In March 2022, Farren was able to return to work but only part-time and without government funding. She was forced to rely on a small amount of financial support from her parents.

Before her diagnosis, she was baffled by the mystery illness and thought it was simply a result of painful periods.

She said: “I remember feeling my insides feeling like they were being ripped apart in my early and teen years, even as an adult.”

She claims doctors dismissed her symptoms for years and instead diagnosed her with a UTI and constipation.

But she knew in her gut that there was something much more sinister at play.

The grapefruit sized cyst in Farren's body.
The cyst on Farren’s ovary which had grown to roughly the size of a “grapefruit”. Jam Press/@farrenbae_

She said: “One day, I felt intense pain and ended up calling my dad because I didn’t feel well.

“When he found me, I was collapsed on the floor, gasping for air.

“The paramedics came and I was rushed to the hospital to find out that I had two cysts the size of grapefruits on my right ovary.

“They admitted me to observe me and I was told, by my gynaecologist at the time, that if I didn’t feel better by morning that surgery would be the best option.

“She removed the cysts and during my follow-up appointment I found out I was diagnosed with endometriosis.”

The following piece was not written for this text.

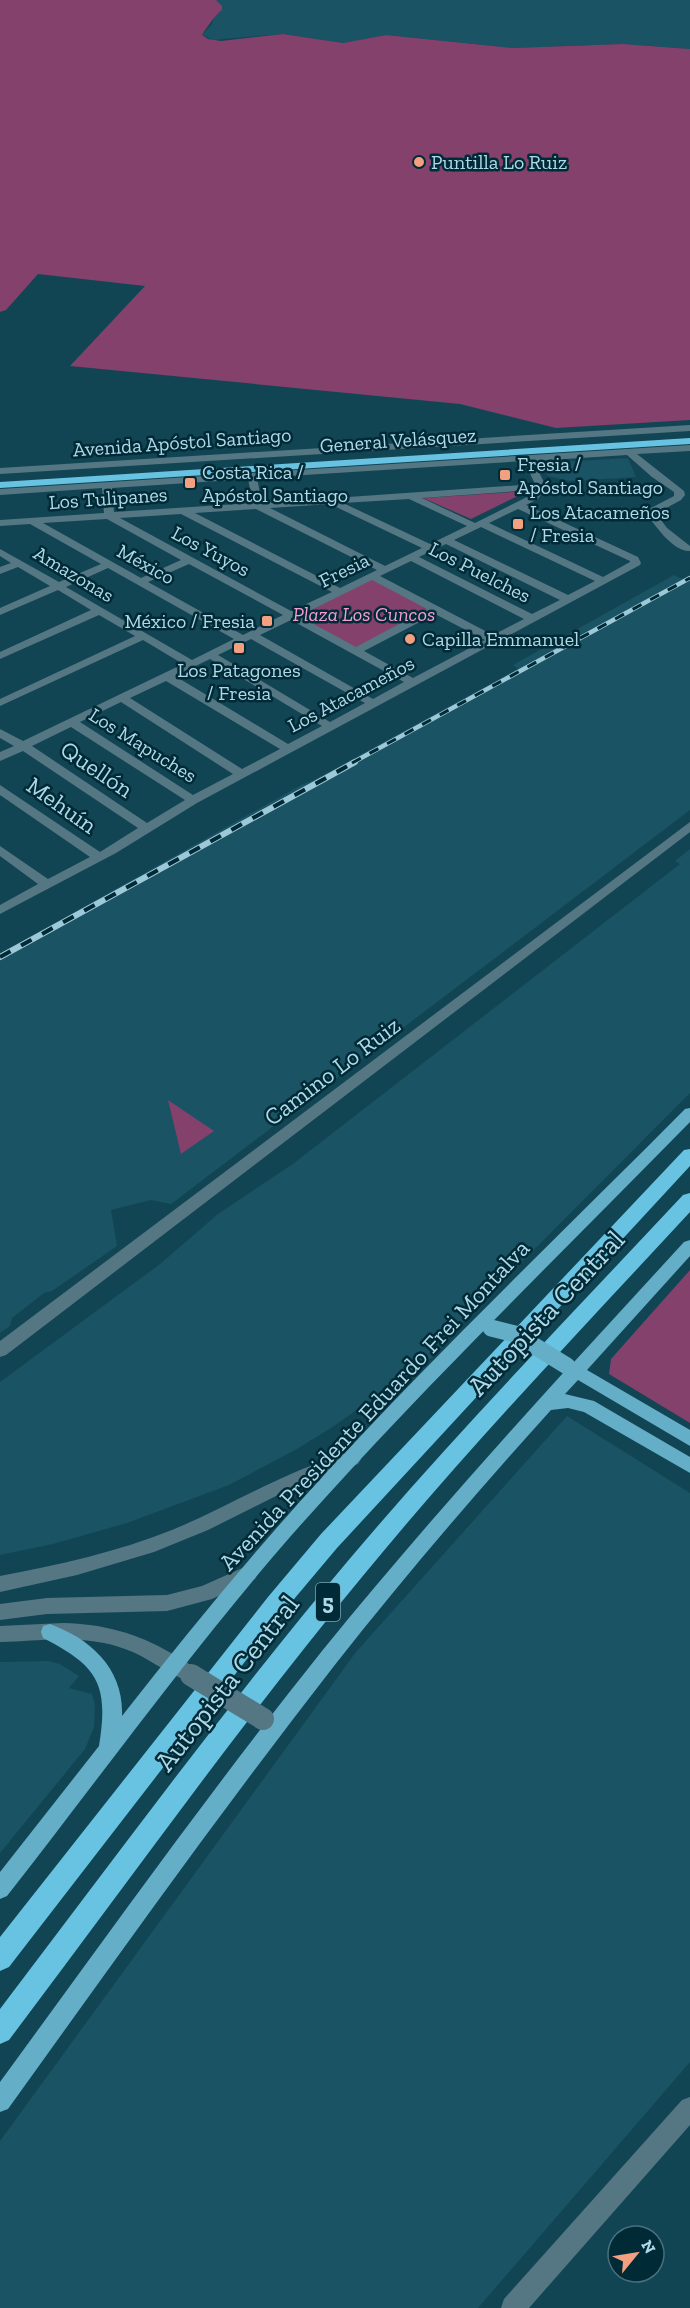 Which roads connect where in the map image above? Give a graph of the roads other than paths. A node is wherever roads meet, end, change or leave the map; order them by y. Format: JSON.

After getting the life-changing diagnosis, the then-26-year-old received a treatment drug Lupron, a drug given to men for prostate cancer as well as a form of sterilization for some men in different countries, that forced her body into menopause.

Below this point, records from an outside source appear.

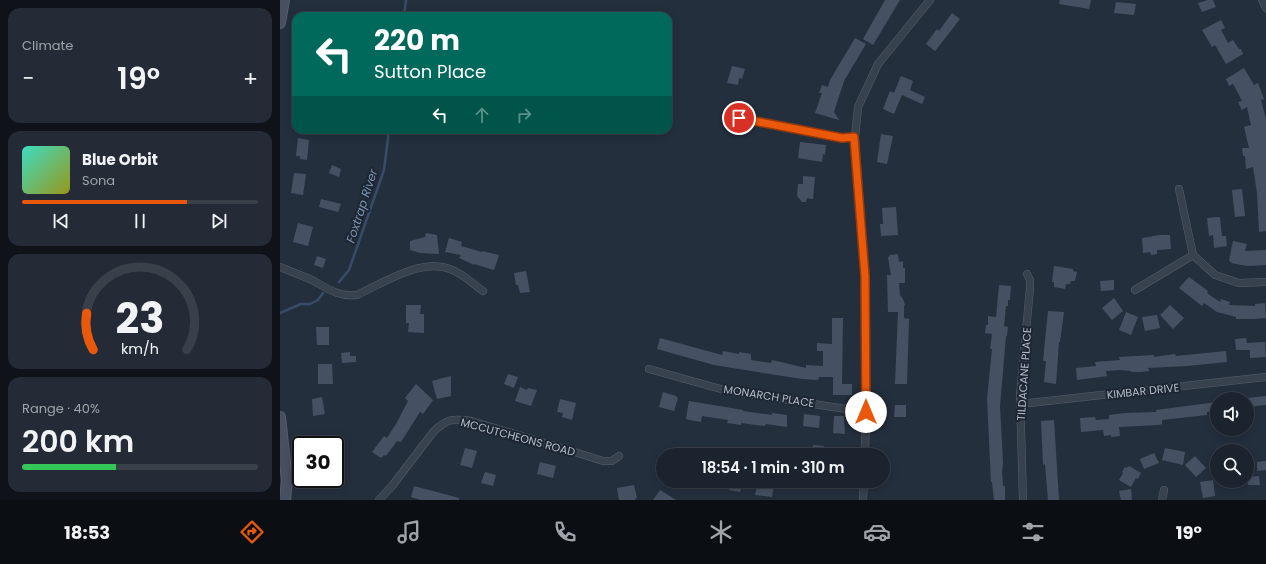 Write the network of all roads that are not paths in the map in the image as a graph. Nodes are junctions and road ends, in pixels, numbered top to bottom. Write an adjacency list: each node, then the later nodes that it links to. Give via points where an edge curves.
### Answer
1 (284, 0): 5 (main road)
2 (930, 0): 7 (street, via 878,64 858,107)
3 (1262, 0): 4 (street)
4 (1266, 8)
5 (280, 23)
6 (739, 118): 7 (street, via 842,138)
7 (854, 137): 18 (street, via 865,276)
8 (1179, 189): 9 (street)
9 (1193, 255): 12 (street, via 1215,275 1239,283); 13 (street)
10 (280, 267): 14 (street, via 336,294 346,296 357,296 415,268 427,266 450,269)
11 (1027, 274): 17 (street, TILDACANE PLACE, via 1030,288)
12 (1266, 282)
13 (1135, 290)
14 (483, 291)
15 (649, 369): 18 (street, MONARCH PLACE, via 728,391)
16 (1266, 377): 17 (street, KIMBAR DRIVE)
17 (1020, 404): 27 (street, TILDACANE PLACE)
18 (866, 412): 20 (street)
19 (280, 417): 24 (main road, via 286,480)
20 (865, 448)
21 (619, 456): 25 (street, MCCUTCHEONS ROAD, via 612,461 603,461 471,421 450,420 434,431)
22 (864, 488): 26 (street)
23 (1164, 490): 28 (street)
24 (285, 500)
25 (379, 500)
26 (863, 500)
27 (1023, 500)
28 (1162, 500)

She added: “I had laparoscopic surgery to get my diagnosis for endometriosis.

Farren's stomach after her laparoscopy.
Farren’s stomach after surgery. Jam Press/@farrenbae_

“Afterwards I was put on medication and had a terrible experience, the side effects were horrendous such as insomnia, hot flashes, mood swings, bone pain, and memory loss.

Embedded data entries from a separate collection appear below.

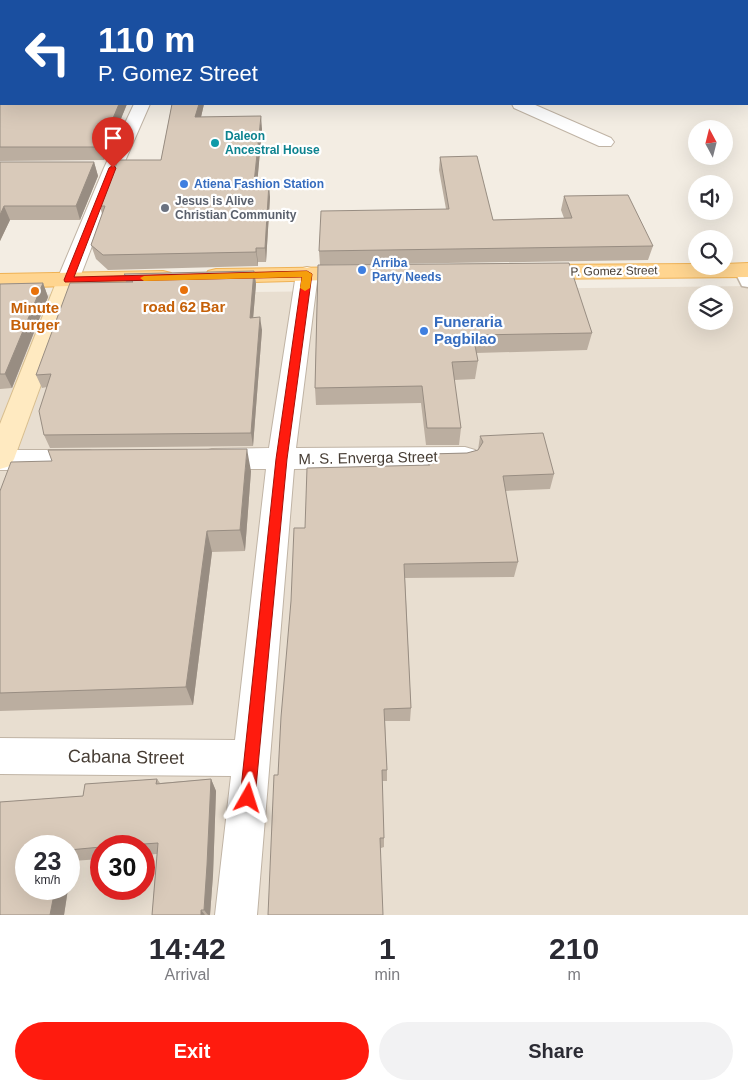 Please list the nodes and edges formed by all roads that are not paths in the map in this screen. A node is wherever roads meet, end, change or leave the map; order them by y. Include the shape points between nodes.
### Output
1 (141, 105) edge
2 (522, 105) edge
3 (606, 142) dead end
4 (517, 272) edge
5 (307, 274) junction
6 (377, 274) edge
7 (746, 274) edge
8 (68, 280) junction
9 (0, 281) edge
10 (465, 457) edge
11 (0, 459) edge
12 (184, 459) edge
13 (281, 459) junction
14 (116, 460) edge
15 (0, 756) edge
16 (252, 758) junction
17 (236, 915) edge

1 - 8 street via 103,168
2 - 3 street
4 - 7 main road, P. Gomez Street
5 - 6 main road
5 - 8 main road
5 - 13 street
8 - 9 main road
8 - 11 main road
10 - 13 street, M. S. Enverga Street
11 - 14 street
12 - 13 street, M. S. Enverga Street
13 - 16 street
15 - 16 street, Cabana Street
16 - 17 street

“The drugs put you into a medically-induced menopause – it was absolutely horrible.”

Now, the future is unclear for Farren.

She said: “I don’t know what my future looks like when it comes to my fertility. I am told I am able to conceive with one tube and ovary but endometriosis can grow there and block my tube.

“I was put on another medication later, but nothing worked, so I eventually stopped everything altogether.

“I felt alone, confused, angry, upset, I really wanted to speak up but I felt ashamed of my diagnosis.”

Farren holds a sign saying 1 in 10. A nod to her diagnosis with endometriosis.
Farren is now raising awareness of endometriosis to help others. Jam Press/@farrenbae_

Farren has chosen to open up about her illness to raise awareness of endometriosis and help others on social media and share her experience with others.

She explained: “The disease can be lonely – people will make you feel ashamed or ‘crazy’ for having the feelings that you do when dealing with it.

“Endometriosis is a whole-body disease. You’re in pain and your feelings are valid.

“I hope that sharing my story will help many other people either get diagnosed or feel less alone because this disease is very isolating.”